Ville du Yémen détruite par les bombardements

La solution militaire à tout prix

C’est en janvier 2015 que les Houthis, milice chiite alliée à feu l’ancien président Ali Abdalah Saleh, prirent le contrôle de la capitale Sanaa, poussant à l’exil le Président élu, Abdrabbo Mansour Hadi. Deux mois plus tard, une coalition, formée par l’Arabie Saoudite et ses alliés du Conseil de Coopération du Golfe (CGG), déclencha officiellement l’opération « Tempête décisive » pour reprendre le contrôle du Yémen par la force. Pour autant, plus de trois ans après le début de cette intervention, la situation n’a jamais été aussi aussi catastrophique.

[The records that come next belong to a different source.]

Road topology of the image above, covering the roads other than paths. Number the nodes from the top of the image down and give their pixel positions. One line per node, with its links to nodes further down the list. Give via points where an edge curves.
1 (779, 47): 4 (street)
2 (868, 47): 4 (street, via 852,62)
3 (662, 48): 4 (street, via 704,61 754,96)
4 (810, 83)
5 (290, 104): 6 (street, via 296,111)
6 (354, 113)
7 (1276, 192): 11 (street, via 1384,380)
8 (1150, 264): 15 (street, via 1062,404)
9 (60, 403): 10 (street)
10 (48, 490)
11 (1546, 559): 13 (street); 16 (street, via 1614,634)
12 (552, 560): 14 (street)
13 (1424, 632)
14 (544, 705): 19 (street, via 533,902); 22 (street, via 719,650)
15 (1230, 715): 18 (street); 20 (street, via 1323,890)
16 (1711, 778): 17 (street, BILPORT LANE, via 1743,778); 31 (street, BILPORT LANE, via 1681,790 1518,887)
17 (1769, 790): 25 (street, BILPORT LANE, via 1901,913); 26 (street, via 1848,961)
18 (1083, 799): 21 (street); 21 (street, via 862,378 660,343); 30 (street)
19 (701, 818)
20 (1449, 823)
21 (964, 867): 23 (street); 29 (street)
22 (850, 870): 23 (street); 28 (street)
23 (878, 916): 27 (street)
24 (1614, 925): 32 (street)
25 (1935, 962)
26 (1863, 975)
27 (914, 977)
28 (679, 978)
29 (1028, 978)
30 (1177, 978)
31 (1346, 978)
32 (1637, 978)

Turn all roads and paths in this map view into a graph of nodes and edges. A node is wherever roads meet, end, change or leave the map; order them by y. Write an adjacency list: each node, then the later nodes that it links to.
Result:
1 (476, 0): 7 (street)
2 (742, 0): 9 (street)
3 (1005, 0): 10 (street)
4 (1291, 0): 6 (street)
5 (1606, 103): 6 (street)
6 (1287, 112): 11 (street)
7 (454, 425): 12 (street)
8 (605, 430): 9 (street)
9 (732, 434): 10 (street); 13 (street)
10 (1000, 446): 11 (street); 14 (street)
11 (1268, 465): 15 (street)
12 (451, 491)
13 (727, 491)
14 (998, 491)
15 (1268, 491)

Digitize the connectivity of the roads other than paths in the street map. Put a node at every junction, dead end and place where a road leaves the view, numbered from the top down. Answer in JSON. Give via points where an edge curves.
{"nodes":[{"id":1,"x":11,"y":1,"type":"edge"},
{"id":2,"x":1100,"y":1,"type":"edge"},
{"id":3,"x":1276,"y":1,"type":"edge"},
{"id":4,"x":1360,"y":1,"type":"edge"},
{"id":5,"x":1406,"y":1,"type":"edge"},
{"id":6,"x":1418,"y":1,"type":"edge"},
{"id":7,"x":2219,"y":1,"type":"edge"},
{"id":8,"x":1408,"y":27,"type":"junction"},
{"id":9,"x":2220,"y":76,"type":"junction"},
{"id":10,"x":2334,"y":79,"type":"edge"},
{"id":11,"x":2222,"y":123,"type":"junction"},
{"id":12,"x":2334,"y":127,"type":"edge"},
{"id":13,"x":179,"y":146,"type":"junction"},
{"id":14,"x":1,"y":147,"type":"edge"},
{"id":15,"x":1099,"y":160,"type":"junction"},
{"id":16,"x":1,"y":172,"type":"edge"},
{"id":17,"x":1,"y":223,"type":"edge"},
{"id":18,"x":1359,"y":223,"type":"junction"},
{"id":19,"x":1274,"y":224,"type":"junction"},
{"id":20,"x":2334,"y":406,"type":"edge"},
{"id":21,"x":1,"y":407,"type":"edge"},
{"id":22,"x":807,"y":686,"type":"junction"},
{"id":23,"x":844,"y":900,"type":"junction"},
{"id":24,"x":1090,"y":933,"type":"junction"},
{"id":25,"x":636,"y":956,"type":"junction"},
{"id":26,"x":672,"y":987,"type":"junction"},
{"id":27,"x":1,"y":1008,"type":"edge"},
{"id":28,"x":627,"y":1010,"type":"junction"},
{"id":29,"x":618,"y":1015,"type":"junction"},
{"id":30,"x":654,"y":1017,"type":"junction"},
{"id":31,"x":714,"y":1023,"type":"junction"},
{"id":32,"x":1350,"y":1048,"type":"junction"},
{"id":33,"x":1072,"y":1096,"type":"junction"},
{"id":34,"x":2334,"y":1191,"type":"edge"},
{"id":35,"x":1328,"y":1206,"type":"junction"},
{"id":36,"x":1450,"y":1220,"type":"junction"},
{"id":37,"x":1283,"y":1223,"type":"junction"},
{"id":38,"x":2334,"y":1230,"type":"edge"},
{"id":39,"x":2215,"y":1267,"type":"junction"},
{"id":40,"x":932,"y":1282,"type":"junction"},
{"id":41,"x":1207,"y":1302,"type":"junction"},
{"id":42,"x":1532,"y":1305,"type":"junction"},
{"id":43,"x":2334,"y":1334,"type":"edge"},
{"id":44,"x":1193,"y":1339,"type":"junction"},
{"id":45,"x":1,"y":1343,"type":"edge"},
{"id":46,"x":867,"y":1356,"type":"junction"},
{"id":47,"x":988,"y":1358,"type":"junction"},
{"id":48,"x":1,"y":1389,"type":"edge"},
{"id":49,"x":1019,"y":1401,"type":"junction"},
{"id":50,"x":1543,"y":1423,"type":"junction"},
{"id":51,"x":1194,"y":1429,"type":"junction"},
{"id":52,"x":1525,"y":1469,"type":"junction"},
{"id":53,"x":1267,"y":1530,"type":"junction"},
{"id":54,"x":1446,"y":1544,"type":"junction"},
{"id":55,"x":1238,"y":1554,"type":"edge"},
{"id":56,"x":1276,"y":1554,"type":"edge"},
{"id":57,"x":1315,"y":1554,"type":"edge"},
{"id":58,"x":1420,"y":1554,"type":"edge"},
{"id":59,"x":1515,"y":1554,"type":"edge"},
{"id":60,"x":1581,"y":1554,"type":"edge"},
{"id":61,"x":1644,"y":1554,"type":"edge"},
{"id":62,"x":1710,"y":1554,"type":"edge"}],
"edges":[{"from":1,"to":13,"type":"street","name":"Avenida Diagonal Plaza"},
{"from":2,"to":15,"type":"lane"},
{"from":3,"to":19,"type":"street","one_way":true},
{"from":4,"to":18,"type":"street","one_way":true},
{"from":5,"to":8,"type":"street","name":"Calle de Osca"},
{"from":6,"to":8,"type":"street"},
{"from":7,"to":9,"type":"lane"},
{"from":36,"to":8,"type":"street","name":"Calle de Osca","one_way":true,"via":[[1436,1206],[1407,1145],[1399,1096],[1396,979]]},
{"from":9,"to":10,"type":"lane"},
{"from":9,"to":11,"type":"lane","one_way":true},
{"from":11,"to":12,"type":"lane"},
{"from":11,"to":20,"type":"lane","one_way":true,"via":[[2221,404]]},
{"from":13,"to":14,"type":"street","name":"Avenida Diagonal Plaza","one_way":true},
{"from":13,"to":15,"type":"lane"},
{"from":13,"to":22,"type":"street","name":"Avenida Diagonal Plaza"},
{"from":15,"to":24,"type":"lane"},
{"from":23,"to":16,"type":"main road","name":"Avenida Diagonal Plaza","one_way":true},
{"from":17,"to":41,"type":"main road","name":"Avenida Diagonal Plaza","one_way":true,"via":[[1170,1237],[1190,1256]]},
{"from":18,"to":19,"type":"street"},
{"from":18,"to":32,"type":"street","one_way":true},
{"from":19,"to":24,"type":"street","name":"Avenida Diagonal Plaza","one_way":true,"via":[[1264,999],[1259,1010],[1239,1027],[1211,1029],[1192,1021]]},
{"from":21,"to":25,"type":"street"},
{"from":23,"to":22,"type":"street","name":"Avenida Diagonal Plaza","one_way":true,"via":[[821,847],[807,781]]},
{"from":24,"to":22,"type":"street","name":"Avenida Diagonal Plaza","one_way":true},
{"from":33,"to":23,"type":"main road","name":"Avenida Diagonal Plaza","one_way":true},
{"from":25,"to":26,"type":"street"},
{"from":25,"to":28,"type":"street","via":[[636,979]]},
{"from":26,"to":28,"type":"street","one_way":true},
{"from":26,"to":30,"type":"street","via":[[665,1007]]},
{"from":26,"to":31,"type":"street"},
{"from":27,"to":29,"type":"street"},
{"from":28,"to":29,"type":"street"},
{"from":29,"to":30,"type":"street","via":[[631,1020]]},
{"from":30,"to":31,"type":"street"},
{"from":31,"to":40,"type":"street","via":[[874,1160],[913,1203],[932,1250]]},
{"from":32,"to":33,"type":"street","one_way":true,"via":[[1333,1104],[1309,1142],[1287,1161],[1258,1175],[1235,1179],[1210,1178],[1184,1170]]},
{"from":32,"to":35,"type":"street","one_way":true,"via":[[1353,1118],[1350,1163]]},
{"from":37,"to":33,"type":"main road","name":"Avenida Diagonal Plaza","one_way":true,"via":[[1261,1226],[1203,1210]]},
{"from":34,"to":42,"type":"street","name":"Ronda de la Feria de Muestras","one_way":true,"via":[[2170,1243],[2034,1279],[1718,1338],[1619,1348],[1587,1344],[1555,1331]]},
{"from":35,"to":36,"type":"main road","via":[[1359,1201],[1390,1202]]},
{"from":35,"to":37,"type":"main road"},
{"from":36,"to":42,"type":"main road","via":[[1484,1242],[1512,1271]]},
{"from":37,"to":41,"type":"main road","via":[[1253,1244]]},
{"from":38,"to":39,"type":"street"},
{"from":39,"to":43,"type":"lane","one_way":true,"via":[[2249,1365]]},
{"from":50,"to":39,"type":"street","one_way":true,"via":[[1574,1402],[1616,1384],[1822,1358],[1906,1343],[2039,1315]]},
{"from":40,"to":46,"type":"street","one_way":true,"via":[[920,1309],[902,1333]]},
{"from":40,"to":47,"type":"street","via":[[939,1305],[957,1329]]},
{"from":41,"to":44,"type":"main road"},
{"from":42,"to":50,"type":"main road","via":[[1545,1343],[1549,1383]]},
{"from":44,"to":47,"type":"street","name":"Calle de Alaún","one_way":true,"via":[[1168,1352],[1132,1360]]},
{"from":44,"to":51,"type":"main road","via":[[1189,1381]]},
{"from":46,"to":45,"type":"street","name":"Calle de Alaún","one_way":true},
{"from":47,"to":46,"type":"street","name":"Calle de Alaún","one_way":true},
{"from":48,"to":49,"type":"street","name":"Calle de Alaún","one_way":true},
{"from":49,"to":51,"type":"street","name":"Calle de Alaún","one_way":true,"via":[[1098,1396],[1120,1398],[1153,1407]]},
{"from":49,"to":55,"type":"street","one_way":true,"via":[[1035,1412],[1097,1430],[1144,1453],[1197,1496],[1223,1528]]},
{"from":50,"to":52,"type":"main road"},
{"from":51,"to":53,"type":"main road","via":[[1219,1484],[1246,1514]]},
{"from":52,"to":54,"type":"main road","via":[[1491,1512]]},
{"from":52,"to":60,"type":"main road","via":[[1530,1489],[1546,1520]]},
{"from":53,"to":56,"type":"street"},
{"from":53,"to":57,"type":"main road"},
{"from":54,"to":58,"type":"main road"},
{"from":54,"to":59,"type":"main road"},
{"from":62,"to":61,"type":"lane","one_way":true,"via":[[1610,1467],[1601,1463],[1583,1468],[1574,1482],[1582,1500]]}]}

L’opération « Golden Victory » est actuellement coordonnée par les forces émiraties, avec comme principal objectif la reprise du contrôle de la ville d’Hodeidah. Le port de cette dernière est effectivement un point d’accès stratégique sur la Mer Rouge et les Saoudiens accusent les miliciens de l’utiliser pour y acheminer des armes envoyées depuis l’Iran. Par ailleurs, les taxes portuaires imposées sur les importations sont aussi l’une de leurs principales sources de revenus. Avec la reprise de cette place stratégique, la coalition espère par la suite pouvoir bloquer la route principale menant à Sanaa et ainsi lancer un nouvel assaut qui permettrait de reprendre la capitale.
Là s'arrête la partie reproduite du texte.